Salt is the silent killer, not just in the United States but worldwide, according to a first-of-its-kind report released recently by the World Health Organization (WHO). Implementing cost-effective sodium reduction policies could save an estimated 7 million lives globally by 2030.
Excessive sodium intake is the top risk factor for an unhealthy diet, and is responsible for 1.8 million deaths each year, said Francesco Branca, director of the WHO’s Department of Nutrition for Health and Development.
Diane Kingsley RD LDN LMT, owner of Simple Health Options in Vero Beach, says getting your salt intake under control isn’t easy. “Salt is inexpensive, it makes food taste wonderful and it’s readily available,” she says..
“Even if you don’t add any at the table, there’s so much in the prepared and packaged food we buy. Ordering at restaurants is especially difficult; even if they list calories, you need to go online to find sodium levels.”
Kingsley says that most Americans eat on average about 3,400 mg of sodium per day.
However, the USDA Dietary Guidelines for Americans recommends adults limit sodium intake to less than 2,300 mg per day – which is equal to about 1 teaspoon of table salt.
Kingsley says there are ways to cut down on your salt consumption without giving up the taste so many people crave. Coarser grinds like pink Himaylayan and Celtic sea salt give a burst of flavor while requiring a smaller amount.
“Potassium chloride is a salt substitute that is readily available in supermarkets and online and tastes like salt,” she adds.
A high-salt diet disrupts the natural sodium balance in the body. This causes fluid retention, which increases the pressure exerted by the blood against blood vessel walls (high blood pressure). “There’s an old saying ‘where sodium goes, water flows,’” says Kingsley. “Excess salt intake also contributes to edema (swelling in hands and feet), headaches and chronic kidney disease.”
Cleveland Clinic states that your kidneys filter more than 120 quarts of blood each day, pulling toxins and unwanted fluid from cells throughout the body and sending them to the bladder. Ingesting too much salt can make it harder for your kidneys to remove fluid, which then fills up in your system and increases your blood pressure.
Although it’s not an excuse to ingest excessive amounts of sodium, consuming potassium can help your body naturally excrete sodium through the urine. In addition, potassium can help lower blood pressure by helping the blood vessel walls to relax. Diets high in potassium are heart healthy and promote overall good health, according to the American Heart Association.

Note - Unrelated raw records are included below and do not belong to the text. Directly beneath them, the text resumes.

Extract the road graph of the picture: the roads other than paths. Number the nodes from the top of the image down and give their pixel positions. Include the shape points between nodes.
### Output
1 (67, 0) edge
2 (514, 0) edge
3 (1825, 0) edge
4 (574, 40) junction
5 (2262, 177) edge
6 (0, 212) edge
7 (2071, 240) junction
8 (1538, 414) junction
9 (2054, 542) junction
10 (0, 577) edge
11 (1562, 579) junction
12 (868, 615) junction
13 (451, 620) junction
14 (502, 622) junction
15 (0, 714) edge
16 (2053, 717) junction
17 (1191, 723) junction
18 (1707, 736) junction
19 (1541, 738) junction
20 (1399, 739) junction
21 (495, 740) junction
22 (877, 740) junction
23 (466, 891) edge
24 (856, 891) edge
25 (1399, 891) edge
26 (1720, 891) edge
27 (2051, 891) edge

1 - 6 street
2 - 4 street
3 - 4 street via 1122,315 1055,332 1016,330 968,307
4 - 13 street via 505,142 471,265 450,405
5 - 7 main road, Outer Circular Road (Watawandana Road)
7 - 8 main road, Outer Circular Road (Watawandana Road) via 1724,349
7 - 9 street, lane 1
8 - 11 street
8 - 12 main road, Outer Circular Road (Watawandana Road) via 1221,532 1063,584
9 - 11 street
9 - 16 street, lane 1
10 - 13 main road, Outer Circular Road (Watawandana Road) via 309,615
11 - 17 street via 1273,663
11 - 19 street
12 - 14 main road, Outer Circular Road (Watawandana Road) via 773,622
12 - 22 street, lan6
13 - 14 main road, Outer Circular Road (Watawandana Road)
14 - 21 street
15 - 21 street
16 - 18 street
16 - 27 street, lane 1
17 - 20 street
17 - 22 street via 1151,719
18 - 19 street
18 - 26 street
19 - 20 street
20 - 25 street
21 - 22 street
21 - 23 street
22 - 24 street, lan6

Kingsley says that 3,500-4,500 mg of potassium a day are recommended for healthy adults over the age of 18. Bananas, tomatoes, spinach and sweet potatoes are some foods that are naturally rich in potassium.
It’s OK to get help from the tech world if you’re tracking sodium intake. The KidneyDiet app helps people with kidney disease make better dietary choices. Find it at www.kidneydiet.com. SodiumTracker is available at www.apps.apple.com/rs/app/sodium-tracker/id468522474. They are just two of many.
If you’re trying to cut your salt consumption with smarter food shopping and label reading, MD Anderson Center at University of Texas gives these tips:
- “Sodium free” or “salt free” means there is less than 5 mg of sodium per serving.
- “Unsalted” or “no salt added” means exactly as it says, no salt added.
- “Very low in sodium” means a serving contains 35 mg of sodium or less.
- “Low in sodium” means a serving has 140 mg of sodium or less.
- “Reduced sodium or “less sodium” means that this product has at least 25percent less sodium than the traditional product.
The amount of sodium is listed on the nutrition label in milligrams. A rule of thumb is to avoid foods that contain a serving of sodium that is greater than twice the number of calories.
Sodium may be listed in the ingredients as salt, baking soda, baking powder, monosodium glutamate (MSG) or disodium phosphate.
Kingsley admits that it’s hard to cut out – or even cut back on – your salt consumption when it has been a part of year diet. “Slow and steady wins the race,” she says. “Don’t make a bunch of changes over night.”
Diane Kingsley, RD LDN LMT, is a licensed and registered dietitian and licensed massage therapist. She practices evidence-based Medical Nutrition Therapy and focuses on whole body healing. Kingsley has 25 years’ experience in the fields of nutrition and holistic health.
She graduated from the Institute for Integrative Nutrition in New York in 2006, receiving a certification as a holistic health counselor. She received a Bachelor of Nutrition in Dietetics in 2014. She has certification as a Life Mastery Coach through Life Mastery Institute.
Kingsley is a nationally published author and lecturer. She assists clients not only with nutrition but also helps them look at sleep patterns, exercise, stress levels, habits, behavior and cravings, and helps to educate and cultivate a balance in all aspects of their life.